In a virtual world, encounters between avatars enable interlocutors represented by these avatars to exchange information with one another. When a virtual world is successful, a set of problems and issues arise, related to the numbers of participants generated by the attraction that users have to this virtual world.
From a technical viewpoint the resources needed for managing all the avatars of a virtual world cannot be indefinitely extended. Indeed, to implement a virtual world, a set of resources must be available. These are especially information technology resources (such as servers or network means) available to a service provider. The main task of such information technology servers is to pass on the changes undergone by each avatar to the other avatars present in the same virtual world that they share. When the number of avatars present in a virtual world increases, the server (or the group of servers) managing this world must manage such changes, most usually linearly, and sometimes exponentially in terms of load increases or more generally load variations.
From the viewpoint of a user connected to the virtual world, displaying all the avatars present may therefore raise problems of load management even when the number of these avatars increases appreciably especially for low-power terminals. Indeed, in the general mechanisms for managing virtual worlds, resources are often used within customer stations (i.e. stations of the users of the virtual world) to compute and display scenes (using specific languages such as the VRML (or Virtual Reality Modeling Language). Such computations consume power at the user terminals (involving the use of one or more microprocessors, virtual memory etc).
The existence of a large number of avatars also poses a direct problem to the user who then has difficulty in apprehending all the avatars present in his environment. For example, in the case of a virtual world designed to encourage meetings with other people in the virtual world who are using avatars, the presence of a thousand avatars risks being counter-productive (just as it would be difficult to set up a meeting in a crowd of a thousand individuals).
A commonly accepted limit today in the management of avatars within a virtual world is about 100 avatars simultaneously hosted on a “low-range” hardware server. This limit is soon reached in virtual worlds put online on the Internet, or even greatly exceeded with up to several thousands of simultaneous users for popular online sites.
There are techniques for circumventing these limits by building several virtual worlds which are then supported on one or more different server apparatuses. In the case of a server apparatus controlling several virtual worlds, it is possible to distinguish several entities in this server, called management or control entities, each dedicated to the management of one virtual world. It then becomes possible to identify a control entity on a server apparatus with a specific virtual world. In such an architecture, each terminal of a user of one of these specific worlds then needs to display only the avatars of the users that are connected to its world and enter their field of vision. Furthermore, each control entity on a server apparatus needs to have only the resources necessary for managing a subset of the users (i.e. the users of a specific world). However, the virtual worlds are in actual fact sealed off from each other.
One problem of this prior-art technique therefore lies in the way in which the changing of worlds is managed from the viewpoint of the users and from the viewpoint of the control entities on the servers. Indeed, this architecture obligatorily causes a compartmentalized separation between the worlds. To overcome this separation, service providers build several virtual worlds connected by passages, often called gates or portals, that are visible in varying degrees.
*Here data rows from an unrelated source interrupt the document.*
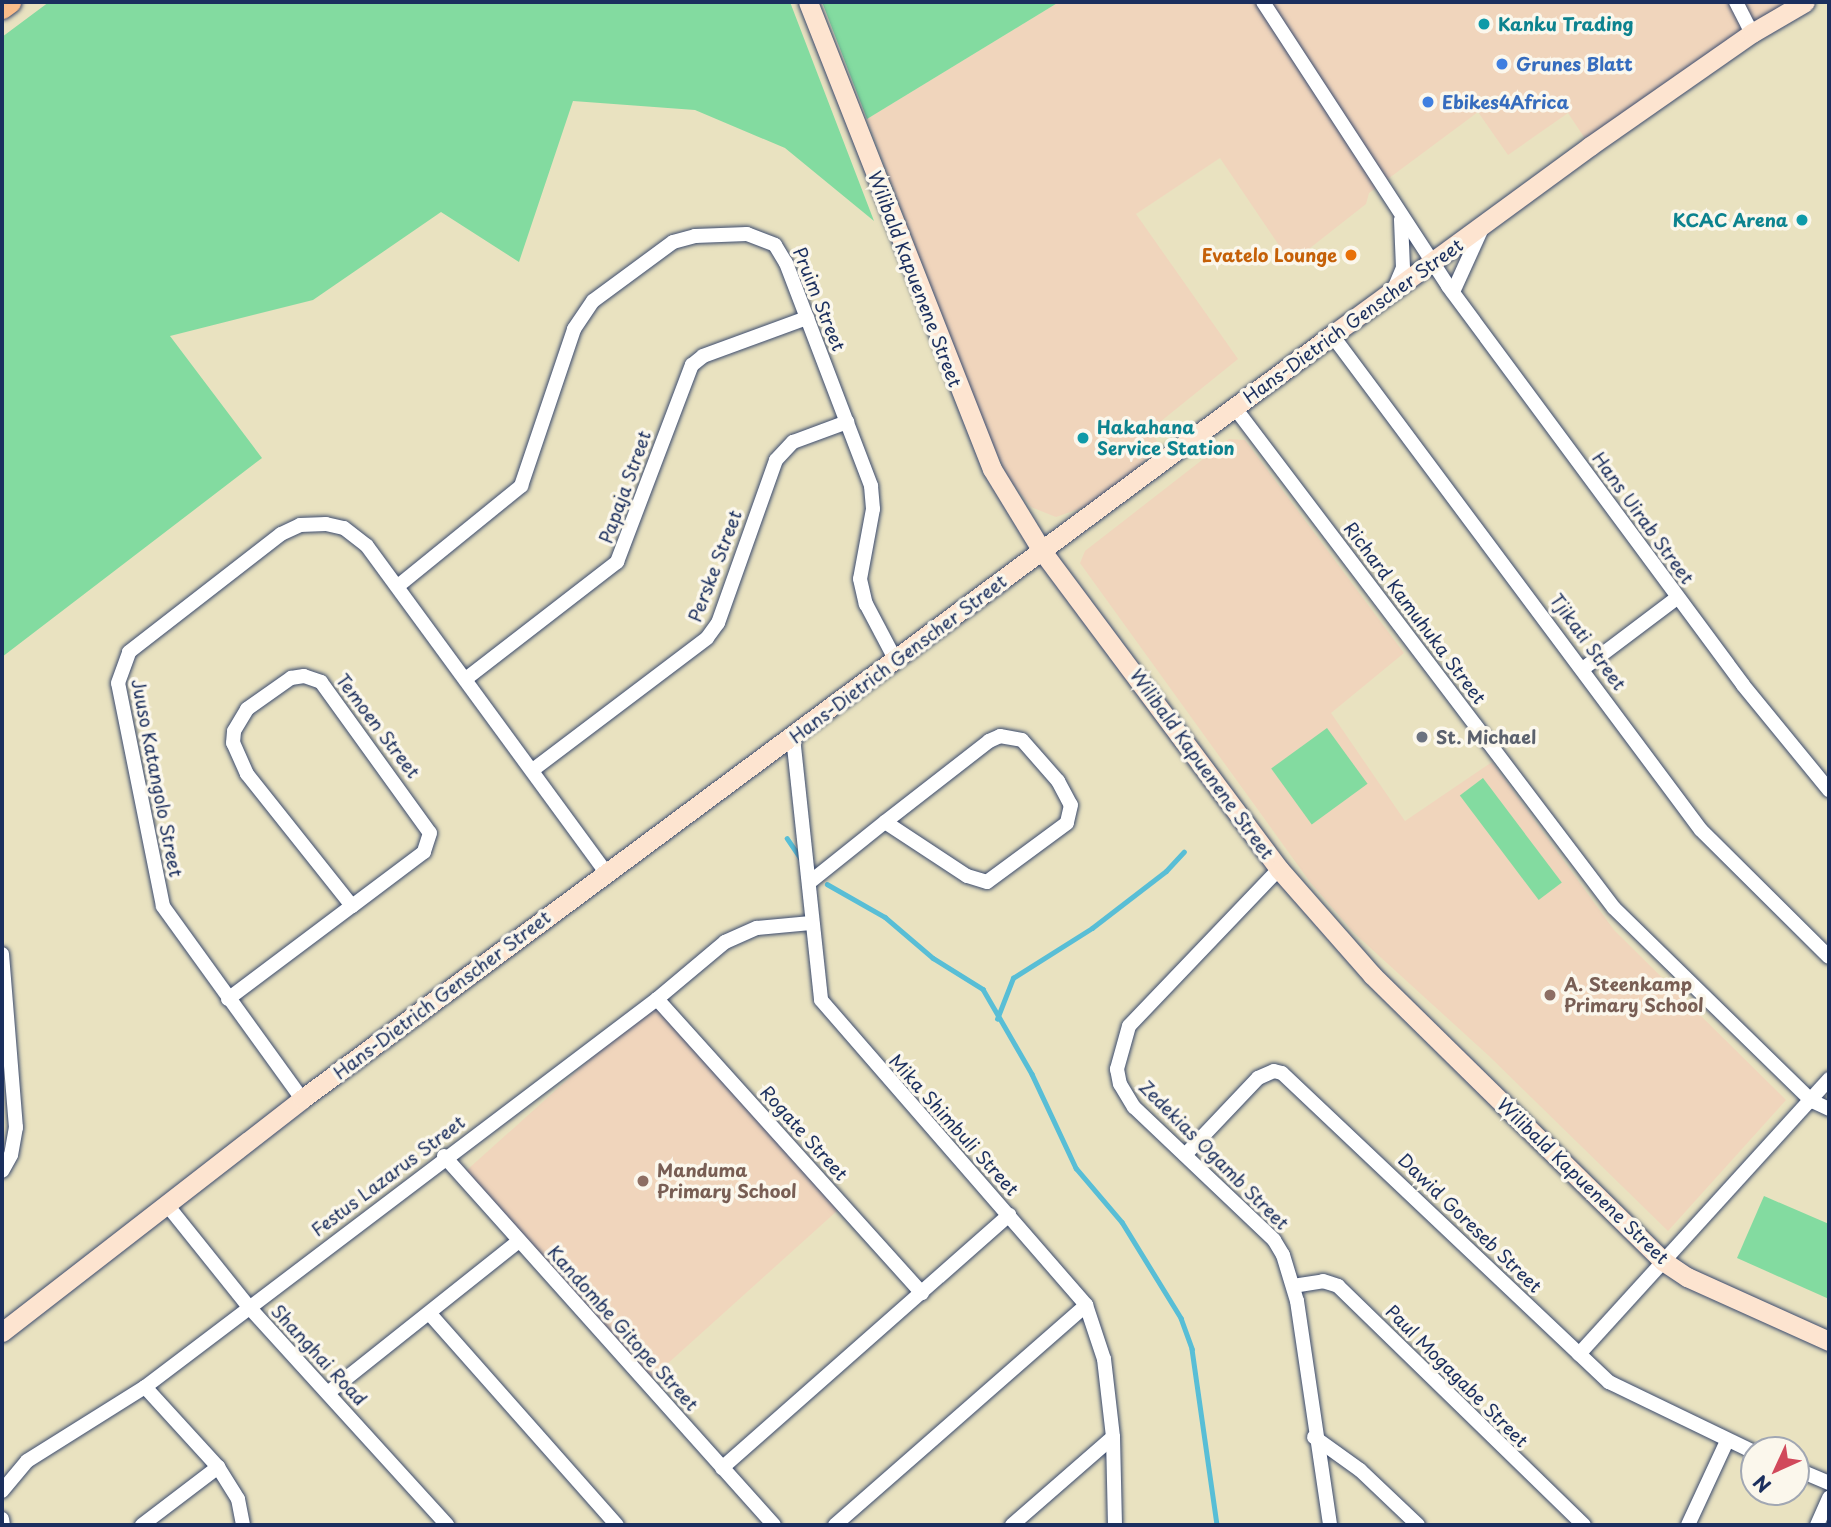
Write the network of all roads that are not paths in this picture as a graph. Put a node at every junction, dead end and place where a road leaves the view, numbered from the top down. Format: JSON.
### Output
{"nodes":[{"id":1,"x":9,"y":2,"type":"edge"},
{"id":2,"x":808,"y":2,"type":"edge"},
{"id":3,"x":1263,"y":2,"type":"edge"},
{"id":4,"x":1736,"y":2,"type":"edge"},
{"id":5,"x":1805,"y":2,"type":"edge"},
{"id":6,"x":2,"y":7,"type":"edge"},
{"id":7,"x":1752,"y":33,"type":"junction"},
{"id":8,"x":1401,"y":216,"type":"junction"},
{"id":9,"x":1484,"y":224,"type":"junction"},
{"id":10,"x":1432,"y":263,"type":"junction"},
{"id":11,"x":1394,"y":290,"type":"junction"},
{"id":12,"x":1453,"y":292,"type":"junction"},
{"id":13,"x":807,"y":318,"type":"junction"},
{"id":14,"x":1332,"y":335,"type":"junction"},
{"id":15,"x":1235,"y":408,"type":"junction"},
{"id":16,"x":846,"y":422,"type":"junction"},
{"id":17,"x":1042,"y":551,"type":"junction"},
{"id":18,"x":398,"y":586,"type":"junction"},
{"id":19,"x":1677,"y":598,"type":"junction"},
{"id":20,"x":896,"y":661,"type":"junction"},
{"id":21,"x":1584,"y":668,"type":"junction"},
{"id":22,"x":467,"y":678,"type":"junction"},
{"id":23,"x":793,"y":737,"type":"junction"},
{"id":24,"x":534,"y":769,"type":"junction"},
{"id":25,"x":1829,"y":790,"type":"edge"},
{"id":26,"x":885,"y":822,"type":"junction"},
{"id":27,"x":1279,"y":870,"type":"junction"},
{"id":28,"x":606,"y":873,"type":"junction"},
{"id":29,"x":810,"y":882,"type":"junction"},
{"id":30,"x":352,"y":906,"type":"junction"},
{"id":31,"x":811,"y":923,"type":"junction"},
{"id":32,"x":2,"y":954,"type":"edge"},
{"id":33,"x":1829,"y":957,"type":"edge"},
{"id":34,"x":228,"y":999,"type":"junction"},
{"id":35,"x":657,"y":999,"type":"junction"},
{"id":36,"x":1829,"y":1079,"type":"edge"},
{"id":37,"x":6,"y":1088,"type":"edge"},
{"id":38,"x":302,"y":1099,"type":"junction"},
{"id":39,"x":1812,"y":1101,"type":"junction"},
{"id":40,"x":1829,"y":1109,"type":"edge"},
{"id":41,"x":1185,"y":1155,"type":"junction"},
{"id":42,"x":444,"y":1156,"type":"junction"},
{"id":43,"x":2,"y":1171,"type":"edge"},
{"id":44,"x":168,"y":1206,"type":"junction"},
{"id":45,"x":1009,"y":1215,"type":"junction"},
{"id":46,"x":519,"y":1241,"type":"junction"},
{"id":47,"x":1663,"y":1261,"type":"junction"},
{"id":48,"x":1293,"y":1286,"type":"junction"},
{"id":49,"x":922,"y":1293,"type":"junction"},
{"id":50,"x":1086,"y":1305,"type":"junction"},
{"id":51,"x":248,"y":1306,"type":"junction"},
{"id":52,"x":430,"y":1314,"type":"junction"},
{"id":53,"x":2,"y":1332,"type":"edge"},
{"id":54,"x":1829,"y":1341,"type":"edge"},
{"id":55,"x":1579,"y":1354,"type":"junction"},
{"id":56,"x":145,"y":1387,"type":"junction"},
{"id":57,"x":329,"y":1392,"type":"junction"},
{"id":58,"x":1113,"y":1437,"type":"junction"},
{"id":59,"x":1314,"y":1437,"type":"junction"},
{"id":60,"x":1727,"y":1441,"type":"junction"},
{"id":61,"x":1740,"y":1446,"type":"edge"},
{"id":62,"x":218,"y":1467,"type":"junction"},
{"id":63,"x":722,"y":1468,"type":"junction"},
{"id":64,"x":1810,"y":1475,"type":"edge"},
{"id":65,"x":1829,"y":1483,"type":"edge"},
{"id":66,"x":2,"y":1490,"type":"edge"},
{"id":67,"x":1829,"y":1498,"type":"edge"},
{"id":68,"x":2,"y":1519,"type":"edge"},
{"id":69,"x":3,"y":1525,"type":"edge"},
{"id":70,"x":142,"y":1525,"type":"edge"},
{"id":71,"x":243,"y":1525,"type":"edge"},
{"id":72,"x":447,"y":1525,"type":"edge"},
{"id":73,"x":617,"y":1525,"type":"edge"},
{"id":74,"x":774,"y":1525,"type":"edge"},
{"id":75,"x":835,"y":1525,"type":"edge"},
{"id":76,"x":1012,"y":1525,"type":"edge"},
{"id":77,"x":1115,"y":1525,"type":"edge"},
{"id":78,"x":1329,"y":1525,"type":"edge"},
{"id":79,"x":1418,"y":1525,"type":"edge"},
{"id":80,"x":1584,"y":1525,"type":"edge"},
{"id":81,"x":1688,"y":1525,"type":"edge"},
{"id":82,"x":1816,"y":1525,"type":"edge"}],
"edges":[{"from":1,"to":6,"type":"highway"},
{"from":2,"to":17,"type":"street","name":"Wilibald Kapuenene Street"},
{"from":3,"to":8,"type":"street","name":"Hans Uirab Street"},
{"from":4,"to":7,"type":"street"},
{"from":5,"to":7,"type":"street","name":"Hans-Dietrich Genscher Street"},
{"from":7,"to":9,"type":"street","name":"Hans-Dietrich Genscher Street"},
{"from":8,"to":10,"type":"street","name":"Hans Uirab Street"},
{"from":8,"to":11,"type":"street"},
{"from":9,"to":10,"type":"street","name":"Hans-Dietrich Genscher Street"},
{"from":9,"to":12,"type":"street"},
{"from":10,"to":11,"type":"street","name":"Hans-Dietrich Genscher Street"},
{"from":10,"to":12,"type":"street","name":"Hans Uirab Street"},
{"from":11,"to":14,"type":"street","name":"Hans-Dietrich Genscher Street"},
{"from":12,"to":19,"type":"street","name":"Hans Uirab Street"},
{"from":13,"to":16,"type":"street","name":"Pruim Street"},
{"from":13,"to":18,"type":"street","name":"Pruim Street"},
{"from":13,"to":22,"type":"street","name":"Papaja Street"},
{"from":14,"to":15,"type":"street","name":"Hans-Dietrich Genscher Street"},
{"from":14,"to":21,"type":"street","name":"Tjikati Street"},
{"from":15,"to":17,"type":"street","name":"Hans-Dietrich Genscher Street"},
{"from":15,"to":39,"type":"street","name":"Richard Kamuhuka Street"},
{"from":16,"to":20,"type":"street","name":"Pruim Street"},
{"from":16,"to":24,"type":"street","name":"Perske Street"},
{"from":17,"to":20,"type":"street","name":"Hans-Dietrich Genscher Street"},
{"from":17,"to":27,"type":"street","name":"Wilibald Kapuenene Street"},
{"from":18,"to":22,"type":"street","name":"Juuso Katangolo Street"},
{"from":18,"to":34,"type":"street","name":"Juuso Katangolo Street"},
{"from":19,"to":21,"type":"street"},
{"from":19,"to":25,"type":"street","name":"Hans Uirab Street"},
{"from":20,"to":23,"type":"street","name":"Hans-Dietrich Genscher Street"},
{"from":21,"to":33,"type":"street","name":"Tjikati Street"},
{"from":22,"to":24,"type":"street","name":"Juuso Katangolo Street"},
{"from":23,"to":28,"type":"street","name":"Hans-Dietrich Genscher Street"},
{"from":23,"to":29,"type":"street","name":"Mika Shimbuli Street"},
{"from":24,"to":28,"type":"street","name":"Juuso Katangolo Street"},
{"from":26,"to":26,"type":"street"},
{"from":26,"to":29,"type":"street"},
{"from":27,"to":41,"type":"street","name":"Zedekias Ogamb Street"},
{"from":27,"to":47,"type":"street","name":"Wilibald Kapuenene Street"},
{"from":28,"to":38,"type":"street","name":"Hans-Dietrich Genscher Street"},
{"from":29,"to":31,"type":"street","name":"Mika Shimbuli Street"},
{"from":30,"to":30,"type":"street","name":"Temoen Street"},
{"from":30,"to":34,"type":"street","name":"Temoen Street"},
{"from":31,"to":35,"type":"street","name":"Festus Lazarus Street"},
{"from":31,"to":45,"type":"street","name":"Mika Shimbuli Street"},
{"from":32,"to":37,"type":"street"},
{"from":34,"to":38,"type":"street","name":"Juuso Katangolo Street"},
{"from":35,"to":42,"type":"street","name":"Festus Lazarus Street"},
{"from":35,"to":49,"type":"street","name":"Rogate Street"},
{"from":36,"to":39,"type":"street"},
{"from":37,"to":43,"type":"street"},
{"from":38,"to":44,"type":"street","name":"Hans-Dietrich Genscher Street"},
{"from":39,"to":40,"type":"street","name":"Richard Kamuhuka Street"},
{"from":39,"to":47,"type":"street"},
{"from":41,"to":48,"type":"street","name":"Zedekias Ogamb Street"},
{"from":41,"to":55,"type":"street","name":"Dawid Goreseb Street"},
{"from":42,"to":46,"type":"street","name":"Kandombe Gitope Street"},
{"from":42,"to":51,"type":"street","name":"Festus Lazarus Street"},
{"from":44,"to":51,"type":"street","name":"Shanghai Road"},
{"from":44,"to":53,"type":"street","name":"Hans-Dietrich Genscher Street"},
{"from":45,"to":49,"type":"street"},
{"from":45,"to":50,"type":"street","name":"Mika Shimbuli Street"},
{"from":46,"to":52,"type":"street"},
{"from":46,"to":63,"type":"street","name":"Kandombe Gitope Street"},
{"from":47,"to":54,"type":"street","name":"Wilibald Kapuenene Street"},
{"from":47,"to":55,"type":"street"},
{"from":48,"to":59,"type":"street","name":"Zedekias Ogamb Street"},
{"from":48,"to":80,"type":"street","name":"Paul Mogagabe Street"},
{"from":49,"to":63,"type":"street"},
{"from":50,"to":58,"type":"street","name":"Mika Shimbuli Street"},
{"from":50,"to":75,"type":"street"},
{"from":51,"to":56,"type":"street","name":"Festus Lazarus Street"},
{"from":51,"to":57,"type":"street","name":"Shanghai Road"},
{"from":52,"to":57,"type":"street"},
{"from":52,"to":73,"type":"street"},
{"from":55,"to":60,"type":"street","name":"Dawid Goreseb Street"},
{"from":56,"to":62,"type":"street"},
{"from":56,"to":66,"type":"street","name":"Festus Lazarus Street"},
{"from":57,"to":72,"type":"street","name":"Shanghai Road"},
{"from":58,"to":76,"type":"street"},
{"from":58,"to":77,"type":"street","name":"Mika Shimbuli Street"},
{"from":59,"to":78,"type":"street","name":"Zedekias Ogamb Street"},
{"from":59,"to":79,"type":"street"},
{"from":60,"to":61,"type":"street","name":"Dawid Goreseb Street"},
{"from":60,"to":81,"type":"street"},
{"from":62,"to":70,"type":"street"},
{"from":62,"to":71,"type":"street"},
{"from":63,"to":74,"type":"street","name":"Kandombe Gitope Street"},
{"from":64,"to":65,"type":"street"},
{"from":67,"to":82,"type":"street"},
{"from":68,"to":69,"type":"street"}]}
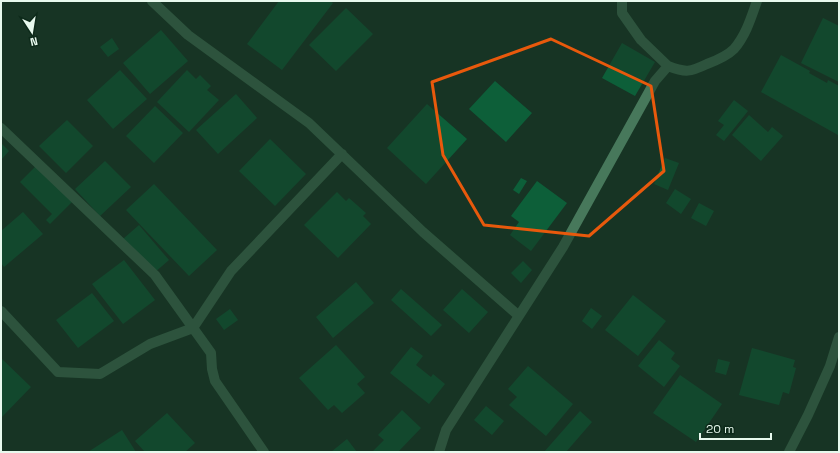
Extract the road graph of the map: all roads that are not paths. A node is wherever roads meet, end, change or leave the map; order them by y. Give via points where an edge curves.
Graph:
1 (152, 1) edge
2 (622, 1) edge
3 (757, 1) edge
4 (668, 66) junction
5 (1, 128) edge
6 (342, 154) junction
7 (1, 311) edge
8 (519, 316) junction
9 (193, 328) junction
10 (839, 337) edge
11 (264, 452) edge
12 (439, 452) edge
13 (789, 452) edge

1 - 6 street via 188,35 309,123
2 - 4 street via 622,14 641,40
3 - 4 street via 748,26 733,50 694,70 681,71
4 - 8 street via 655,81 563,247
5 - 9 street via 155,275
6 - 8 street via 423,232
6 - 9 street via 231,271
7 - 9 street via 58,372 100,374 150,344
8 - 12 street via 446,430
9 - 11 street via 211,353 215,381
10 - 13 street via 830,366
The problem then, at the technical level, is that of synchronizing the “gates” between the worlds and, at the economic level, that of the cost of achieving the visual aspect of each of these worlds. This approach however has the advantage of transparency for the customer but at high cost and lengthy implementation of the extensions of server apparatuses involving additional servers.
Other service providers economize on the cost of the visual aspect of the worlds by using the same visual aspect each time but with total separation between the different clone worlds. The user must thus choose the world to which he will be going prior to immersion. When he wishes to meet avatars from other worlds, he must change worlds. This approach has the advantage of low cost and fast implementation of extensions for server apparatuses but entails much inconvenience to the user, making his overall appreciation and experience of the service a negative one.
Indeed, the user is unable, within a same world, to meet all the avatars whom he might know and with whom he may have affinities. The user is therefore required to change worlds to meet other avatars. He must therefore manually disconnect from the current virtual world and then reconnect to another virtual world, which is not very practical and hampers the use of such services.
Furthermore, these different approaches in no way resolve the problem of the load of the control entities in the servers since the user can always choose to penetrate a virtual world as an extra load. It is furthermore this choice that he will most usually be making, identifying load with the success or efficiency of the virtual world.
Another drawback of these approaches is that imbalances may appear in these different virtual worlds, (for example between the number of women and the number of men in the case of a dating site) and if all the virtual worlds are identical in terms of construction, a user will not know in principle which virtual world will be most suited to his expectations.